C’est officiel depuis ce matin. Si, comme moi (cf. mon compte ici), vous avez un compte Flickr, le service de partage de photos préféré des photographes, vous êtes un utilisateur heureux, et vous allez pouvoir ranger votre carte bancaire : Flickr passe au tout gratuit.
Biiiiiiiiiiiiiiiiiiiiiiiiiiiig data
Le changement est spectaculaire, car le stockage y devient quasiment illimité (soit environ 537,731 d’une résolution moyenne de 6.5 megapixels) : “les autres mesures en gigabytes, Flickr vous en donne 1000 fois plus. Un plein terrabyte. Gratuitement” tel est le message. Et moi qui venait de renouveler ma carte bancaire pour Flickr le mois dernier et pour Google Storage hier ! On peut s’attendre à des alignements de “prix” vers le bas.
Changement de cible
Il s’agit aussi et surtout d’un changement de cible : alors que Flickr se spécialisait, en se focalisant sur les photographes et les partages plutôt haut de gamme, il se prémunissait aussi, par un modèle payant des partages bas de gamme (photos mobiles, filtres préfabriqués Instagram) et les conséquences en trafic étaient prévisibles. On les voit nettement dans ce graphique (non certifié) de Alexa.com, qui indique et confirme la tendance. Elle n’est pas bonne.

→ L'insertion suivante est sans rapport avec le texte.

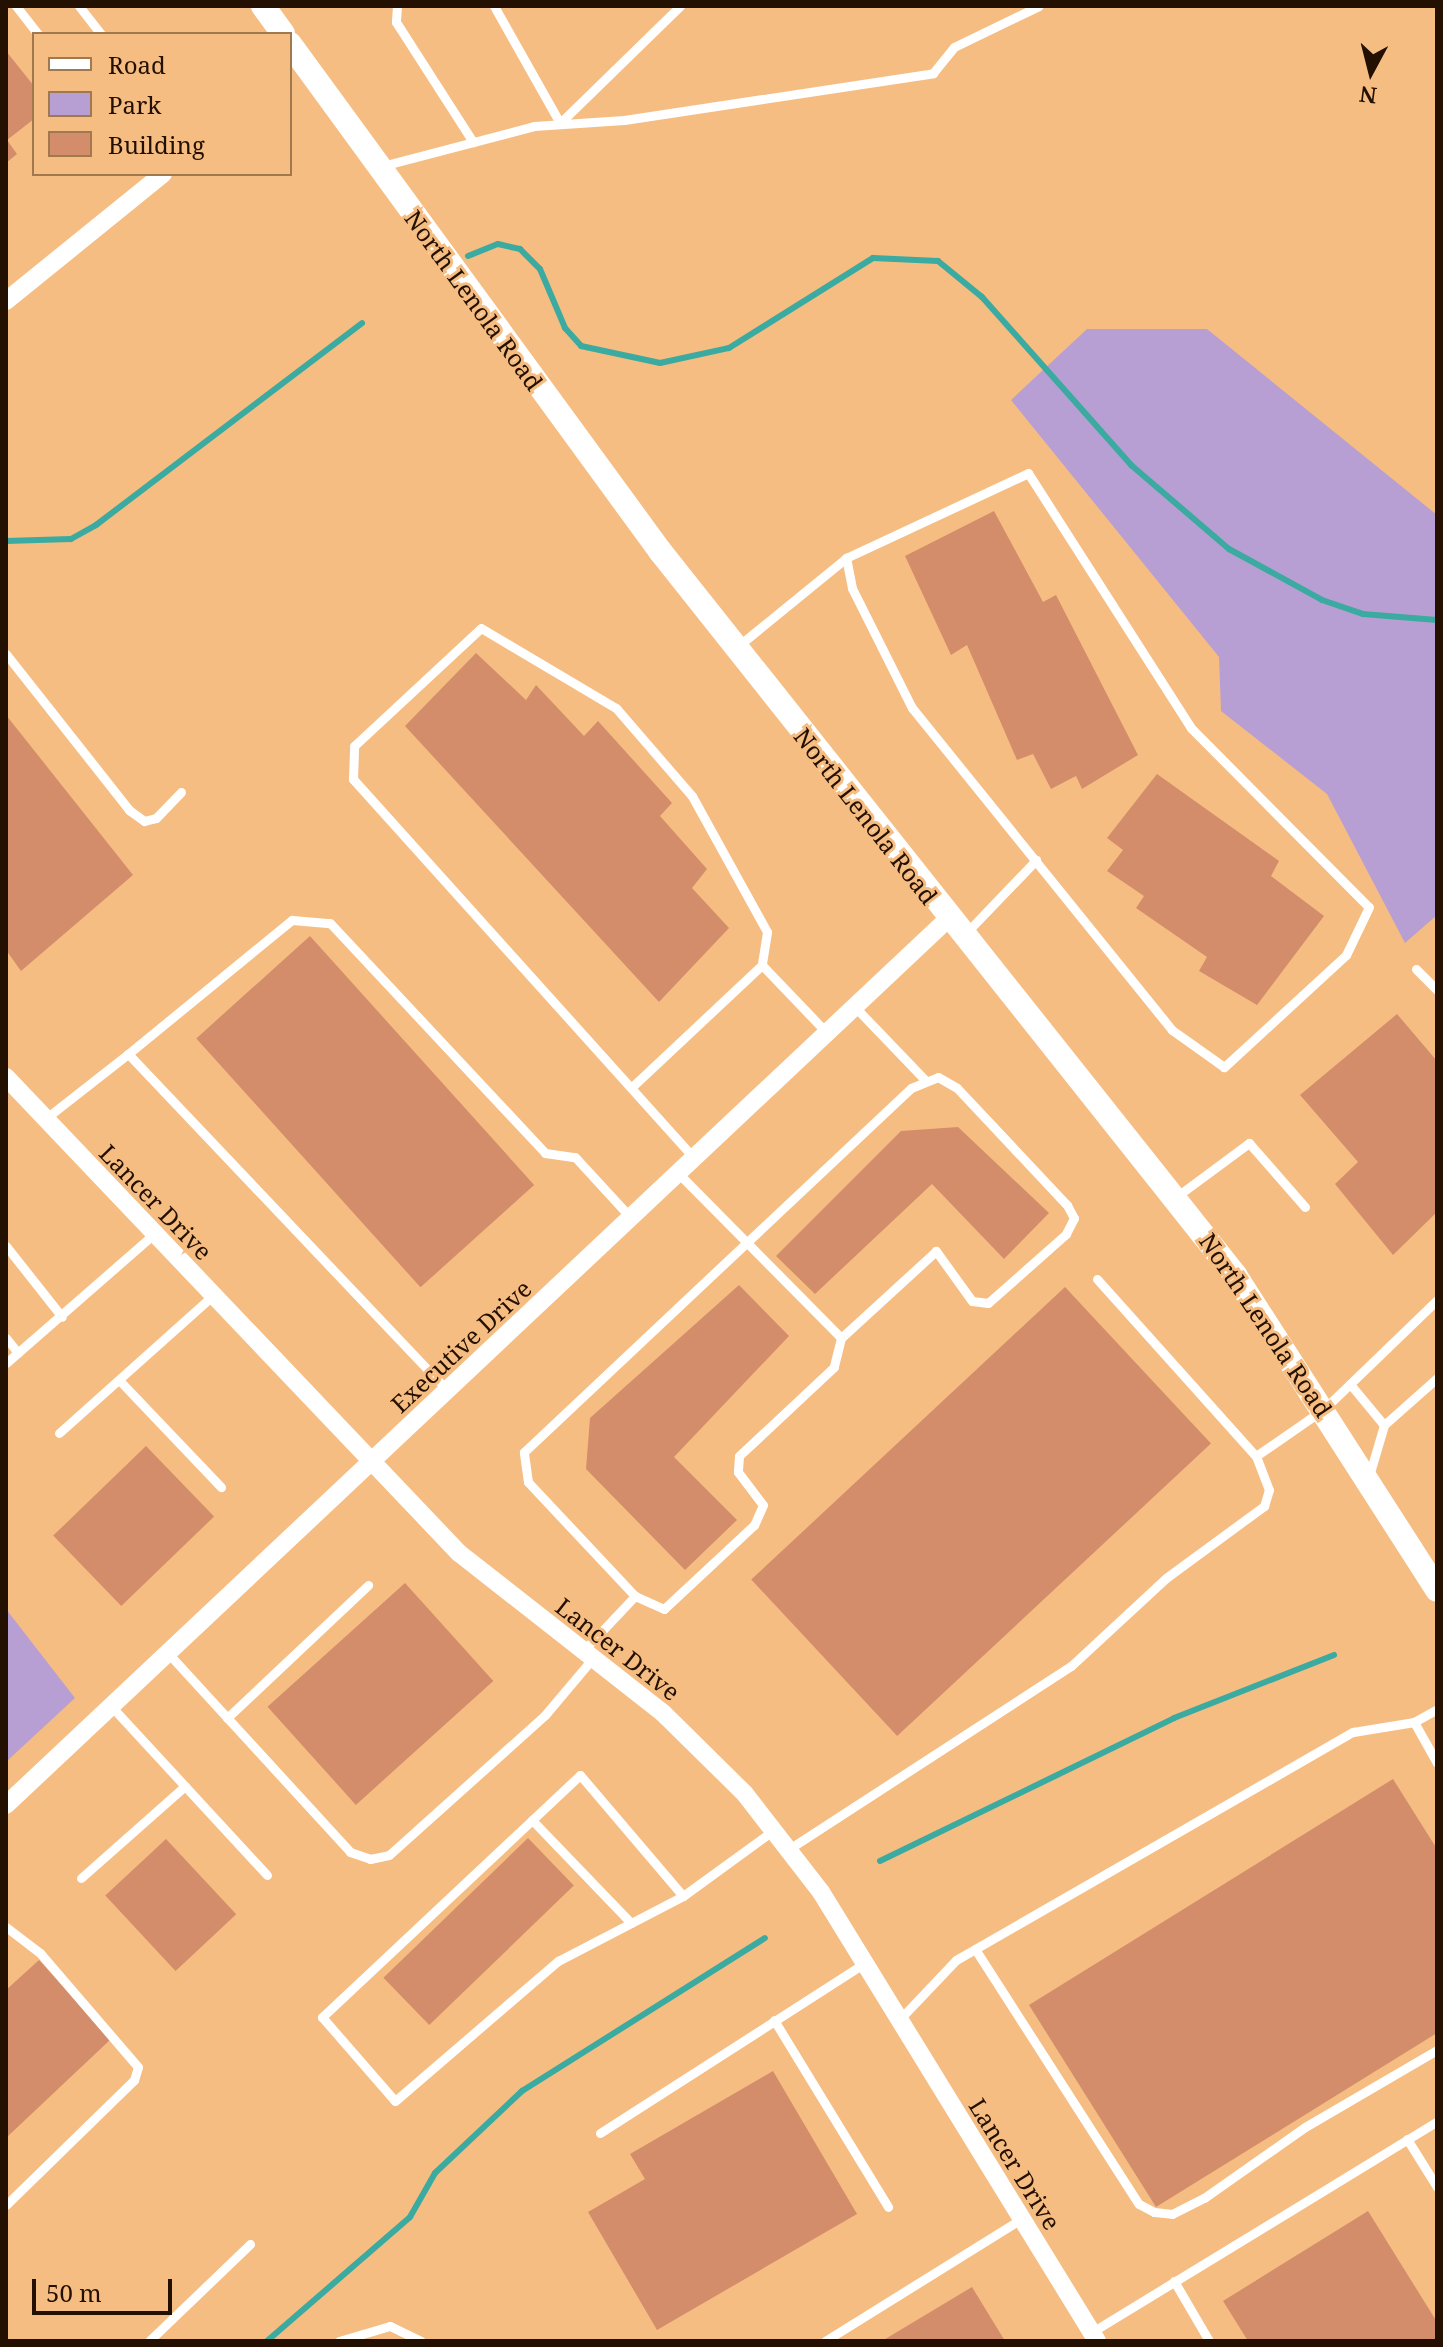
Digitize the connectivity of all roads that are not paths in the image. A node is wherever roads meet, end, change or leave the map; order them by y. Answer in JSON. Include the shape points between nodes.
{"nodes":[{"id":1,"x":16,"y":6,"type":"edge"},
{"id":2,"x":79,"y":6,"type":"edge"},
{"id":3,"x":263,"y":6,"type":"edge"},
{"id":4,"x":397,"y":6,"type":"edge"},
{"id":5,"x":494,"y":6,"type":"edge"},
{"id":6,"x":680,"y":6,"type":"edge"},
{"id":7,"x":1039,"y":6,"type":"edge"},
{"id":8,"x":36,"y":32,"type":"edge"},
{"id":9,"x":99,"y":32,"type":"edge"},
{"id":10,"x":282,"y":32,"type":"edge"},
{"id":11,"x":294,"y":59,"type":"edge"},
{"id":12,"x":560,"y":123,"type":"junction"},
{"id":13,"x":473,"y":142,"type":"junction"},
{"id":14,"x":378,"y":167,"type":"junction"},
{"id":15,"x":154,"y":177,"type":"edge"},
{"id":16,"x":6,"y":301,"type":"edge"},
{"id":17,"x":846,"y":558,"type":"junction"},
{"id":18,"x":735,"y":648,"type":"junction"},
{"id":19,"x":6,"y":654,"type":"edge"},
{"id":20,"x":181,"y":792,"type":"dead end"},
{"id":21,"x":1036,"y":860,"type":"junction"},
{"id":22,"x":955,"y":928,"type":"junction"},
{"id":23,"x":762,"y":965,"type":"junction"},
{"id":24,"x":1416,"y":969,"type":"dead end"},
{"id":25,"x":1437,"y":990,"type":"edge"},
{"id":26,"x":854,"y":1006,"type":"junction"},
{"id":27,"x":826,"y":1032,"type":"junction"},
{"id":28,"x":128,"y":1054,"type":"junction"},
{"id":29,"x":6,"y":1077,"type":"edge"},
{"id":30,"x":924,"y":1079,"type":"junction"},
{"id":31,"x":633,"y":1086,"type":"junction"},
{"id":32,"x":45,"y":1119,"type":"junction"},
{"id":33,"x":694,"y":1158,"type":"junction"},
{"id":34,"x":678,"y":1173,"type":"junction"},
{"id":35,"x":1176,"y":1197,"type":"junction"},
{"id":36,"x":1305,"y":1207,"type":"dead end"},
{"id":37,"x":631,"y":1218,"type":"junction"},
{"id":38,"x":154,"y":1234,"type":"junction"},
{"id":39,"x":747,"y":1245,"type":"junction"},
{"id":40,"x":6,"y":1246,"type":"edge"},
{"id":41,"x":1097,"y":1279,"type":"dead end"},
{"id":42,"x":212,"y":1296,"type":"junction"},
{"id":43,"x":1437,"y":1300,"type":"edge"},
{"id":44,"x":62,"y":1317,"type":"junction"},
{"id":45,"x":6,"y":1338,"type":"edge"},
{"id":46,"x":841,"y":1338,"type":"junction"},
{"id":47,"x":18,"y":1353,"type":"junction"},
{"id":48,"x":6,"y":1363,"type":"edge"},
{"id":49,"x":1437,"y":1378,"type":"edge"},
{"id":50,"x":119,"y":1380,"type":"junction"},
{"id":51,"x":1350,"y":1384,"type":"junction"},
{"id":52,"x":448,"y":1391,"type":"junction"},
{"id":53,"x":1324,"y":1409,"type":"junction"},
{"id":54,"x":1384,"y":1425,"type":"junction"},
{"id":55,"x":59,"y":1433,"type":"dead end"},
{"id":56,"x":1256,"y":1456,"type":"junction"},
{"id":57,"x":372,"y":1463,"type":"junction"},
{"id":58,"x":1368,"y":1480,"type":"junction"},
{"id":59,"x":221,"y":1487,"type":"dead end"},
{"id":60,"x":368,"y":1585,"type":"dead end"},
{"id":61,"x":1437,"y":1590,"type":"edge"},
{"id":62,"x":635,"y":1596,"type":"junction"},
{"id":63,"x":167,"y":1652,"type":"junction"},
{"id":64,"x":588,"y":1654,"type":"junction"},
{"id":65,"x":111,"y":1706,"type":"junction"},
{"id":66,"x":1437,"y":1709,"type":"edge"},
{"id":67,"x":227,"y":1718,"type":"junction"},
{"id":68,"x":1414,"y":1722,"type":"junction"},
{"id":69,"x":1437,"y":1763,"type":"edge"},
{"id":70,"x":185,"y":1786,"type":"junction"},
{"id":71,"x":6,"y":1805,"type":"edge"},
{"id":72,"x":532,"y":1820,"type":"junction"},
{"id":73,"x":774,"y":1830,"type":"junction"},
{"id":74,"x":789,"y":1849,"type":"junction"},
{"id":75,"x":267,"y":1875,"type":"dead end"},
{"id":76,"x":81,"y":1878,"type":"dead end"},
{"id":77,"x":683,"y":1896,"type":"junction"},
{"id":78,"x":631,"y":1923,"type":"junction"},
{"id":79,"x":6,"y":1927,"type":"edge"},
{"id":80,"x":14,"y":1937,"type":"junction"},
{"id":81,"x":6,"y":1944,"type":"edge"},
{"id":82,"x":975,"y":1949,"type":"junction"},
{"id":83,"x":865,"y":1963,"type":"junction"},
{"id":84,"x":774,"y":2020,"type":"junction"},
{"id":85,"x":899,"y":2020,"type":"junction"},
{"id":86,"x":1437,"y":2050,"type":"edge"},
{"id":87,"x":1437,"y":2121,"type":"edge"},
{"id":88,"x":600,"y":2133,"type":"dead end"},
{"id":89,"x":1407,"y":2139,"type":"junction"},
{"id":90,"x":1437,"y":2187,"type":"edge"},
{"id":91,"x":6,"y":2205,"type":"edge"},
{"id":92,"x":888,"y":2207,"type":"dead end"},
{"id":93,"x":1021,"y":2219,"type":"junction"},
{"id":94,"x":250,"y":2244,"type":"dead end"},
{"id":95,"x":1174,"y":2281,"type":"junction"},
{"id":96,"x":1094,"y":2336,"type":"edge"},
{"id":97,"x":149,"y":2341,"type":"edge"},
{"id":98,"x":339,"y":2341,"type":"edge"},
{"id":99,"x":421,"y":2341,"type":"edge"},
{"id":100,"x":825,"y":2341,"type":"edge"},
{"id":101,"x":1209,"y":2341,"type":"edge"}],
"edges":[{"from":1,"to":8,"type":"lane"},
{"from":2,"to":9,"type":"lane"},
{"from":3,"to":10,"type":"main road"},
{"from":4,"to":13,"type":"lane","via":[[396,22]]},
{"from":5,"to":12,"type":"lane"},
{"from":6,"to":12,"type":"lane"},
{"from":7,"to":12,"type":"lane","via":[[954,47],[933,73]]},
{"from":11,"to":14,"type":"main road","name":"North Lenola Road"},
{"from":12,"to":13,"type":"lane"},
{"from":13,"to":14,"type":"lane"},
{"from":14,"to":18,"type":"main road","name":"North Lenola Road"},
{"from":15,"to":16,"type":"street"},
{"from":17,"to":18,"type":"lane"},
{"from":17,"to":21,"type":"lane","via":[[852,588],[912,708]]},
{"from":17,"to":21,"type":"lane","via":[[1028,473],[1191,728],[1369,907],[1346,955],[1224,1067],[1172,1030]]},
{"from":18,"to":22,"type":"main road","name":"North Lenola Road"},
{"from":19,"to":20,"type":"lane","via":[[129,810],[144,821],[156,818]]},
{"from":21,"to":22,"type":"lane"},
{"from":22,"to":26,"type":"street","name":"Executive Drive"},
{"from":22,"to":35,"type":"main road","name":"North Lenola Road"},
{"from":23,"to":27,"type":"lane"},
{"from":23,"to":31,"type":"lane"},
{"from":23,"to":31,"type":"lane","via":[[767,932],[692,796],[616,708],[481,628],[354,746],[353,779]]},
{"from":24,"to":25,"type":"lane"},
{"from":26,"to":27,"type":"street","name":"Executive Drive"},
{"from":26,"to":30,"type":"lane"},
{"from":27,"to":33,"type":"street","name":"Executive Drive"},
{"from":28,"to":32,"type":"lane"},
{"from":28,"to":37,"type":"lane","via":[[292,920],[330,923],[545,1153],[575,1157]]},
{"from":28,"to":52,"type":"lane"},
{"from":29,"to":32,"type":"street","name":"Lancer Drive"},
{"from":30,"to":39,"type":"lane"},
{"from":30,"to":46,"type":"lane","via":[[957,1088],[1074,1218],[1042,1259],[988,1303],[972,1301],[936,1251]]},
{"from":31,"to":33,"type":"lane"},
{"from":32,"to":38,"type":"street","name":"Lancer Drive"},
{"from":33,"to":34,"type":"street","name":"Executive Drive"},
{"from":34,"to":37,"type":"street","name":"Executive Drive"},
{"from":34,"to":39,"type":"lane"},
{"from":35,"to":36,"type":"lane","via":[[1249,1143]]},
{"from":35,"to":53,"type":"main road","name":"North Lenola Road"},
{"from":37,"to":52,"type":"street","name":"Executive Drive"},
{"from":38,"to":42,"type":"street","name":"Lancer Drive"},
{"from":38,"to":44,"type":"lane"},
{"from":39,"to":46,"type":"lane"},
{"from":39,"to":62,"type":"lane","via":[[524,1452],[528,1482]]},
{"from":40,"to":44,"type":"lane"},
{"from":41,"to":56,"type":"lane"},
{"from":42,"to":50,"type":"lane"},
{"from":42,"to":57,"type":"street","name":"Lancer Drive"},
{"from":43,"to":51,"type":"lane"},
{"from":44,"to":47,"type":"lane"},
{"from":45,"to":47,"type":"lane"},
{"from":46,"to":62,"type":"lane","via":[[834,1367],[739,1456],[738,1472],[763,1505],[754,1525],[664,1609]]},
{"from":47,"to":48,"type":"lane"},
{"from":49,"to":54,"type":"lane"},
{"from":50,"to":55,"type":"lane"},
{"from":50,"to":59,"type":"lane"},
{"from":51,"to":53,"type":"lane"},
{"from":51,"to":54,"type":"lane"},
{"from":52,"to":57,"type":"street","name":"Executive Drive"},
{"from":53,"to":56,"type":"lane"},
{"from":53,"to":58,"type":"main road","name":"North Lenola Road"},
{"from":54,"to":58,"type":"lane"},
{"from":56,"to":74,"type":"lane","via":[[1269,1490],[1264,1506],[1166,1578],[1071,1666]]},
{"from":57,"to":63,"type":"street","name":"Executive Drive"},
{"from":57,"to":64,"type":"street","name":"Lancer Drive","via":[[478,1571]]},
{"from":58,"to":61,"type":"main road","name":"North Lenola Road"},
{"from":60,"to":67,"type":"lane"},
{"from":62,"to":64,"type":"lane"},
{"from":63,"to":65,"type":"street","name":"Executive Drive"},
{"from":63,"to":67,"type":"lane"},
{"from":64,"to":67,"type":"lane","via":[[545,1715],[381,1859],[350,1852]]},
{"from":64,"to":73,"type":"street","name":"Lancer Drive","via":[[691,1737]]},
{"from":65,"to":70,"type":"lane"},
{"from":65,"to":71,"type":"street","name":"Executive Drive"},
{"from":66,"to":68,"type":"lane"},
{"from":68,"to":69,"type":"lane"},
{"from":68,"to":82,"type":"lane","via":[[1353,1732]]},
{"from":70,"to":75,"type":"lane"},
{"from":70,"to":76,"type":"lane"},
{"from":72,"to":77,"type":"lane","via":[[580,1775]]},
{"from":72,"to":78,"type":"lane"},
{"from":72,"to":78,"type":"lane","via":[[322,2017],[395,2101],[558,1961]]},
{"from":73,"to":74,"type":"street","name":"Lancer Drive"},
{"from":73,"to":77,"type":"lane"},
{"from":74,"to":83,"type":"street","name":"Lancer Drive"},
{"from":77,"to":78,"type":"lane"},
{"from":79,"to":80,"type":"lane"},
{"from":80,"to":81,"type":"lane"},
{"from":80,"to":91,"type":"lane","via":[[40,1953],[134,2057],[138,2074]]},
{"from":82,"to":85,"type":"lane"},
{"from":82,"to":86,"type":"lane","via":[[1139,2204],[1154,2212],[1172,2214],[1204,2198],[1305,2127]]},
{"from":83,"to":84,"type":"lane"},
{"from":83,"to":85,"type":"street","name":"Lancer Drive"},
{"from":84,"to":88,"type":"lane"},
{"from":84,"to":92,"type":"lane"},
{"from":85,"to":93,"type":"street","name":"Lancer Drive"},
{"from":87,"to":89,"type":"lane"},
{"from":89,"to":90,"type":"lane"},
{"from":89,"to":95,"type":"lane"},
{"from":93,"to":96,"type":"street","name":"Lancer Drive"},
{"from":93,"to":100,"type":"lane"},
{"from":94,"to":97,"type":"lane"},
{"from":95,"to":96,"type":"lane"},
{"from":95,"to":101,"type":"lane"},
{"from":98,"to":99,"type":"lane","via":[[390,2326]]}]}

Yahoo! va donc recentrer son système de photos vers le mobile (la métrique est de 6.5 megapixels, un appareil haut de gamme, oscille entre 16 et 34 megapixels), et se détourner des amateurs de la photo qui risquent d’aller chercher un service plus stable … ou se contenter de Flickr mais en cessant de le payer ; car Yahoo! vous le propose : repassez au gratuit et la seule chose que vous perdez sont … les statistiques et les publicités.
Retour de la nouvelle économie : “le chiffre d’affaires vaut-il 1 milliards €”
C’est le retour de la bonne vieille “nouvelle économie”, et des questions idoines. Quand Yahoo! propose de racheter Tumblr pour 1 milliard de $, la question fuse “une entreprise d’à peine 150 personnes qui fait peu ou pas de chiffre d’affaires vaut-elle aussi cher” demandait en substance un journaliste de France Info ce week-end.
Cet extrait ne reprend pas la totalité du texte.